“No, she wasn’t joking,” declared the old man in all seriousness. “You mark my words, Master Dudley, that woman is not your friend.”
Again Chisholm laughed airily, and sipped his whiskey, while the old man, satisfied with his parting shot, went out, giving a grunt of dissatisfaction as he closed the door noiselessly behind him.
“Poor old Parsons! He thinks I’m going to the devil! Well, I wonder what’s in the wind?” observed Dudley aloud to himself when he was again alone. “I’ve noticed a curious change in Claudia’s manner of late. What can be her object in bringing about my marriage, except that perhaps my alliance with one or other of the insipid young ladies who are so often passed before me for inspection, might stifle the ugly scandal that seems to have arisen about us. She’s a clever woman—the cleverest woman in London, but horribly indiscreet. I wonder whether that’s really the truth. But marriage! Au grand jamais!” and he raised his glass again and took a deep draught.
“No,” he went on, “Claudia is never so charming as when she has some little intrigue or other on hand; but I must really get at the bottom of this, and find out the belle inconnue. Parsons is no fool, but the old boy is a Methodist, and hates everything in petticoats,” and he laughed lightly to himself as he recollected the old fellow’s sage, and perhaps justifiable, reprimands in his wilder college days. “I know I’ve been a fool—an absolute, idiotic fool with Claudia—and she’s been equally foolish. People have talked, but without any foundation for their impertinent gossip, and now she, of course, finds herself in a hole. Dick Nevill was the best of good fellows, but she never loved him. Her marriage was merely one of her caprices de coeur. I don’t think she could really love anybody for longer than a week. Yes, Parsons is right. He always is. I’ve been an ass—a downright ass!” he added with sudden emphasis. “I must go and see her to-morrow, and end all this confounded folly.”
From the table he took up the letter he had received on his return home, and about which he had questioned his servant. Again he read it through, stroking his dark moustache thoughtfully, and knitting his brows.
“Writing is woman’s métier. I wonder what she wants to see me about so particularly,” he went on, still speaking to himself. “I wired to her saying, ‘The House is sitting late,’ so she surely couldn’t be expecting me. But it’s rather unusual for her to send out urgent notes at midnight. No, la belle capricieuse has no discretion—she never will have.”
And although the great marble clock on the mantelshelf chimed four, he sat with his dark and serious eyes fixed upon the embers, reviewing the chapters of his past.
He saw the folly of his dalliance at the side of Claudia Nevill en plein jour. He put to himself the question whether or not he really loved her, and somehow could not bring himself to return a distinct negative. She was graceful, charming and handsome, the centre of the smartest set in London, a grande dame whose aid had been useful to him in more ways than one. As he sat there in the silence of the night, he recollected those pleasant hours spent with her at Albert Gate, where they so often dined together, and where she would afterwards sing to him those old Italian love-songs in her sweet contralto, beaming upon him with her coquettish smile, half languid, half moquer; those drives together in the park, and those long walks they had taken when, accompanied by her mother, she had visited him at Wroxeter Castle. Yes, all were pleasant memories, yet he felt that between him and her love was an impossibility. As this was the case, the less they saw of one another in the future, even en bon camarade, the better for them both.

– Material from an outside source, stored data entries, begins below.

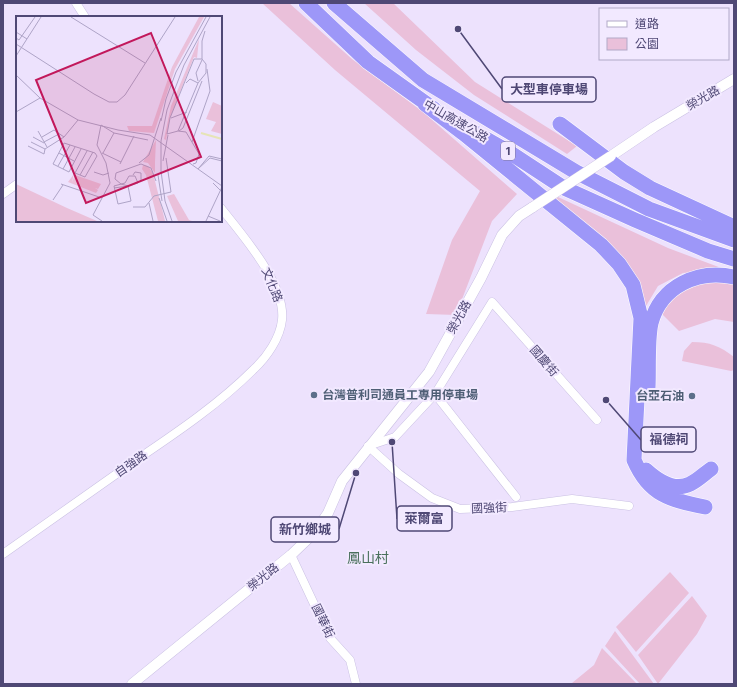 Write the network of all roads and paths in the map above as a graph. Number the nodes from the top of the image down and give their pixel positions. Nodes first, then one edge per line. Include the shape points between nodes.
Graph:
1 (76, 3) edge
2 (306, 3) edge
3 (334, 3) edge
4 (84, 16) edge
5 (734, 79) edge
6 (425, 104) junction
7 (560, 124) dead end
8 (16, 185) edge
9 (3, 194) edge
10 (222, 209) edge
11 (734, 227) edge
12 (734, 240) edge
13 (734, 259) edge
14 (734, 277) edge
15 (492, 302) joint
16 (254, 369) joint
17 (435, 394) junction
18 (597, 420) dead end
19 (368, 446) junction
20 (711, 469) dead end
21 (516, 497) dead end
22 (629, 506) dead end
23 (705, 507) dead end
24 (3, 554) edge
25 (291, 555) junction
26 (132, 684) edge
27 (356, 684) edge

1 - 4 street
2 - 6 highway, 中山高速公路 / 1 via 368,62
3 - 12 highway, 中山高速公路 / 1 via 424,80 576,172 649,209
5 - 19 street, 榮光路, bridge via 654,127 519,216 502,235 429,372
6 - 13 highway, 中山高速公路 / 1 via 509,152 564,188 664,233
6 - 23 highway via 602,246 633,284 641,318 634,460 641,475 654,490 673,501
7 - 11 highway via 624,172 650,188
8 - 9 street
10 - 16 street, 文化路 via 263,263 275,285 281,307 282,320 278,335 266,356
14 - 20 highway via 706,275 690,279 673,288 658,305 651,324 643,457 646,470 660,482 676,486 689,485
15 - 17 street, 榮光路
15 - 18 street, 國慶街
16 - 24 street, 自強路 via 196,419
17 - 19 street, 榮光路 via 395,438
17 - 21 street
19 - 22 street, 國強街 via 399,474 432,498 460,509 512,508 572,499
19 - 25 street, 榮光路 via 342,481 328,513 315,532
25 - 26 street, 榮光路
25 - 27 street, 國華街 via 330,638 350,660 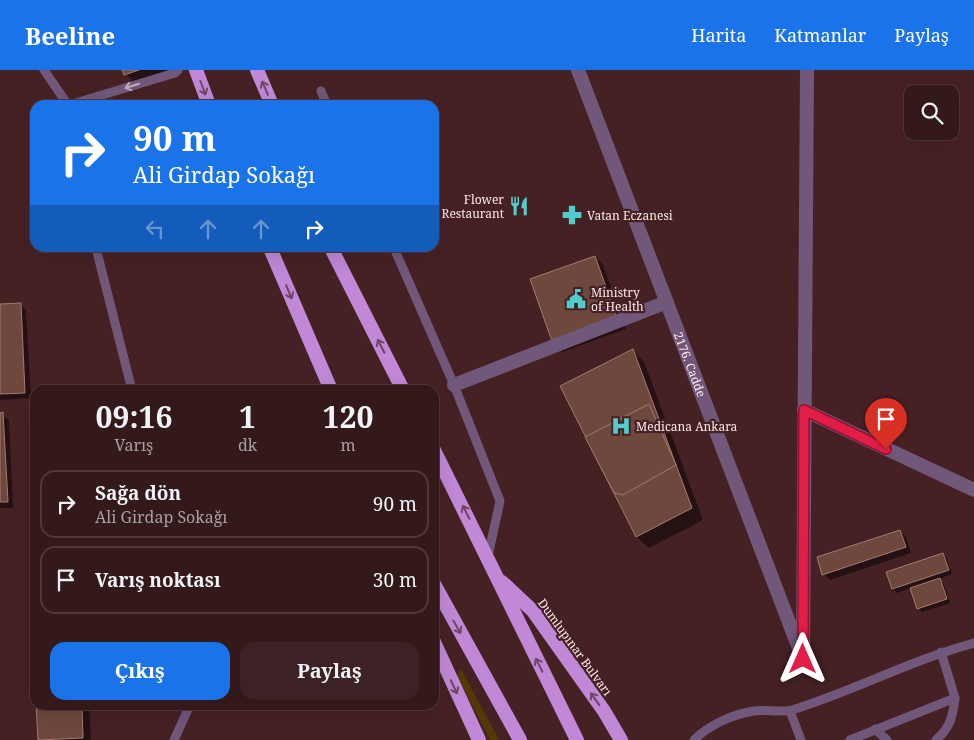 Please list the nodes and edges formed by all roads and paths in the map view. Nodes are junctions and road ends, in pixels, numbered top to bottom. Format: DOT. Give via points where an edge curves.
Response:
graph roads {
  1 [pos="44,70"];
  2 [pos="178,70"];
  3 [pos="196,70"];
  4 [pos="257,70"];
  5 [pos="578,70"];
  6 [pos="806,70"];
  7 [pos="321,92"];
  8 [pos="65,100"];
  9 [pos="86,100"];
  10 [pos="207,100"];
  11 [pos="270,100"];
  12 [pos="325,100"];
  13 [pos="97,252"];
  14 [pos="272,252"];
  15 [pos="333,252"];
  16 [pos="396,252"];
  17 [pos="667,302"];
  18 [pos="131,385"];
  19 [pos="329,385"];
  20 [pos="400,385"];
  21 [pos="454,385"];
  22 [pos="804,410"];
  23 [pos="439,460"];
  24 [pos="971,489"];
  25 [pos="974,502"];
  26 [pos="488,556"];
  27 [pos="497,578"];
  28 [pos="439,593"];
  29 [pos="974,643"];
  30 [pos="941,652"];
  31 [pos="439,653"];
  32 [pos="954,698"];
  33 [pos="188,710"];
  34 [pos="790,710"];
  35 [pos="875,729"];
  36 [pos="174,740"];
  37 [pos="479,740"];
  38 [pos="520,740"];
  39 [pos="577,740"];
  40 [pos="621,740"];
  41 [pos="694,740"];
  42 [pos="801,740"];
  43 [pos="850,740"];
  44 [pos="887,740"];
  45 [pos="936,740"];
  1 -- 8 [label="lane"];
  2 -- 9 [label="lane, one-way"];
  3 -- 10 [label="highway, one-way"];
  11 -- 4 [label="highway, one-way"];
  5 -- 17 [label="street, 2176. Cadde"];
  6 -- 22 [label="street"];
  7 -- 12 [label="lane"];
  13 -- 18 [label="lane"];
  14 -- 19 [label="highway, one-way"];
  20 -- 15 [label="highway, one-way"];
  16 -- 21 [label="lane"];
  17 -- 21 [label="street"];
  17 -- 22 [label="street, 2176. Cadde" via="803,659"];
  21 -- 26 [label="lane" via="500,501"];
  22 -- 24 [label="street"];
  26 -- 23 [label="highway, Dumlupınar Bulvarı, one-way"];
  24 -- 25 [label="street"];
  26 -- 27 [label="highway, Dumlupınar Bulvarı"];
  39 -- 27 [label="highway, Dumlupınar Bulvarı, one-way"];
  40 -- 27 [label="highway, Dumlupınar Bulvarı, one-way" via="533,612"];
  28 -- 38 [label="highway, one-way"];
  29 -- 30 [label="lane"];
  30 -- 32 [label="lane"];
  30 -- 34 [label="lane"];
  31 -- 37 [label="highway, one-way"];
  32 -- 35 [label="lane"];
  32 -- 45 [label="lane" via="952,719"];
  33 -- 36 [label="lane"];
  34 -- 41 [label="lane" via="754,711 731,718 704,730"];
  34 -- 42 [label="lane"];
  35 -- 43 [label="lane"];
  35 -- 44 [label="lane"];
}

This was not a pleasant decision, for Dudley Chisholm made few friends, and was nothing of a ladies’ man. He looked upon life around him as contes pour rire. His friends were mostly bachelors like himself, and in all the wide range of his acquaintances he had scarcely any women associates, and, except Claudia, not a single one in whom he could confide. Women courted him everywhere, of course. It was not to be supposed that a popular, good-looking man of his wealth and fame was not actively angled for in various directions; but to all attempted flirtations he gave a polite negative. Hence it was that these disappointed women revenged themselves by starting the ill-natured gossip about his relations with Claudia Nevill, the smart little widow, who was still young, who gave such lavish entertainments, who moved in the most select set in London, and at whose side he was so frequently to be seen.
The old baron, his father, who lived the life of a recluse up at Dunkeld, had written to him upon the subject only a few weeks before, and to-night even his own servant had frankly expressed his opinion of her. Dieu le veut.